After installation this package allowed us to scrape tweets from desired accounts and gave us many options on how the retrieved data should look. Besides the accounts username and tweet texts it allowed us to also get information on the time of the post, the displayed Twitter name of the account, the number of replies, retweets and likes. <br> We created a dictionary to map the usernames of the Twitter accounts to the political party. Afterwards, we defined a function that creates a dataframe with the scraped tweets from snscrape given the Twitter username and party.
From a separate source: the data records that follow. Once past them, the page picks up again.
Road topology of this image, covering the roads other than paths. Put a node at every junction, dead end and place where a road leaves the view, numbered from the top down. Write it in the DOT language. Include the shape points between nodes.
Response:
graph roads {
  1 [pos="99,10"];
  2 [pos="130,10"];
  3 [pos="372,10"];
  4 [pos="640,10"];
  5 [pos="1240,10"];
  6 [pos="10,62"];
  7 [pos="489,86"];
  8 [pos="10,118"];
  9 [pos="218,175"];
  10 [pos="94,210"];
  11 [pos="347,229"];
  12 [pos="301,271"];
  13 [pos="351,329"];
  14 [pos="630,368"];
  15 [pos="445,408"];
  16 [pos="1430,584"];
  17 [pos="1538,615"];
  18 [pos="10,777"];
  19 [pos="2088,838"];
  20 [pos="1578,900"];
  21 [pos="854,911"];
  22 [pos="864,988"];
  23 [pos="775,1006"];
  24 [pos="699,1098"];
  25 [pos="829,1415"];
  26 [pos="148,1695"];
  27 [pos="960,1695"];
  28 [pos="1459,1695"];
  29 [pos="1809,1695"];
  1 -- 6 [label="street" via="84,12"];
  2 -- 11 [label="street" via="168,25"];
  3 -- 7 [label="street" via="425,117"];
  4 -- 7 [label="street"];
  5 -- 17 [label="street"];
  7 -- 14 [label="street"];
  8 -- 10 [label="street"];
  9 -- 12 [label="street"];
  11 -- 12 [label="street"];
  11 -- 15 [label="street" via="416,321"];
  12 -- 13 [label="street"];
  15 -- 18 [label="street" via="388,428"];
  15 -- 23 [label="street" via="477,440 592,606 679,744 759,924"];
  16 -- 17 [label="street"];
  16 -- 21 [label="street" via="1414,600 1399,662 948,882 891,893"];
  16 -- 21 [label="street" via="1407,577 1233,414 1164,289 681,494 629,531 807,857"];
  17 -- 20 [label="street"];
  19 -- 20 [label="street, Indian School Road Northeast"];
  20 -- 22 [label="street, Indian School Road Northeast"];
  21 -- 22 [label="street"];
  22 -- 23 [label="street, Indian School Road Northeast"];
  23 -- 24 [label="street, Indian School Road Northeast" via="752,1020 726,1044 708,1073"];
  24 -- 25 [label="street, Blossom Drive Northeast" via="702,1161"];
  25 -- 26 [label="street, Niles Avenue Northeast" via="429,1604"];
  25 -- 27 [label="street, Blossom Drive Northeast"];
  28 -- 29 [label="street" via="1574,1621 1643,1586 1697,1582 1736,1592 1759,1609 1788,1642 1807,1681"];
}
With the tweets scraped we only get the real tweets and reply from the politician and no retweets what helped in the analysis as we only got media content created by the desired target.

In [None]:
twitter_name_party_dic = {'rbrinkhaus': 'CDU', 'groehe': 'CDU', 'NadineSchoen': 'CDU', 'n_roettgen': 'CDU',
                          'peteraltmaier': 'CDU', 'jensspahn': 'CDU', 'MatthiasHauer': 'CDU', 'c_lindner': 'FDP',
                          'MarcoBuschmann': 'FDP', 'starkwatzinger': 'FDP', 'Lambsdorff': 'FDP',
                          'johannesvogel': 'FDP', 'KonstantinKuhle': 'FDP', 'MAStrackZi': 'FDP',
                          'larsklingbeil': 'SPD', 'EskenSaskia': 'SPD', 'hubertus_heil': 'SPD', 'HeikoMaas': 'SPD',
                          'MartinSchulz': 'SPD', 'KarambaDiaby': 'SPD', 'Karl_Lauterbach': 'SPD',
                          'SteffiLemke': 'Grüne', 'cem_oezdemir': 'Grüne', 'GoeringEckardt': 'Grüne',
                          'KonstantinNotz': 'Grüne', 'BriHasselmann': 'Grüne', 'svenlehmann': 'Grüne',
                          'ABaerbock': 'Grüne', 'SWagenknecht': 'Linke', 'b_riexinger': 'Linke',
                          'NiemaMovassat': 'Linke', 'jankortemdb': 'Linke', 'DietmarBartsch': 'Linke',
                          'GregorGysi': 'Linke', 'SevimDagdelen': 'Linke', 'Alice_Weidel': 'AFD',
                          'Beatrix_vStorch': 'AFD', 'JoanaCotar': 'AFD', 'StBrandner': 'AFD',
                          'Tino_Chrupalla': 'AFD', 'GtzFrmming': 'AFD', 'Leif_Erik_Holm': 'AFD',
                          'ABaerbockArchiv':"Grüne"
                          }

In [None]:
def retrieve_user_tweets(twitter_name, party):
    tweets_list = []
    search_string = "from:" + twitter_name
    for tweet in tqdm((sntwitter.TwitterSearchScraper(search_string).get_items())):
        tweets_list.append([tweet.date, tweet.id, tweet.content, tweet.user.username, tweet.user.displayname,
                                tweet.replyCount, tweet.retweetCount, tweet.likeCount])
    tweets_df = pd.DataFrame(tweets_list, columns=['datetime', 'tweet_id', 'text', 'username', 'name',
                                                   'reply_count', 'retweet_count', 'like_count'])
    tweets_df["party"] = party
    return tweets_df

### 3. Scrape twitter data

We define a for loop applying our defined function and appending the generated dataframe to one big corpus for the Twitter data. After scraping the tweets for every politician, we ended up with data frames that contained date, id, text, username, Twitter name, reply count, retweet count and like count of each individual tweet. We combined those data frames to one big corpus containing all the tweets by concatenating the data frames. With this corpus of around 300000 tweets, we could start preprocessing and analyzing the tweets.

In [None]:
twitter_name_tweets_list = []
for key in twitter_name_party_dic:
    print(key)
    twitter_name_tweets_list.append(retrieve_user_tweets(key, twitter_name_party_dic[key]))
tweets = pd.concat(twitter_name_tweets_list, ignore_index=True)
tweets.to_csv("../data/raw/tweets_scraped.csv", index = False)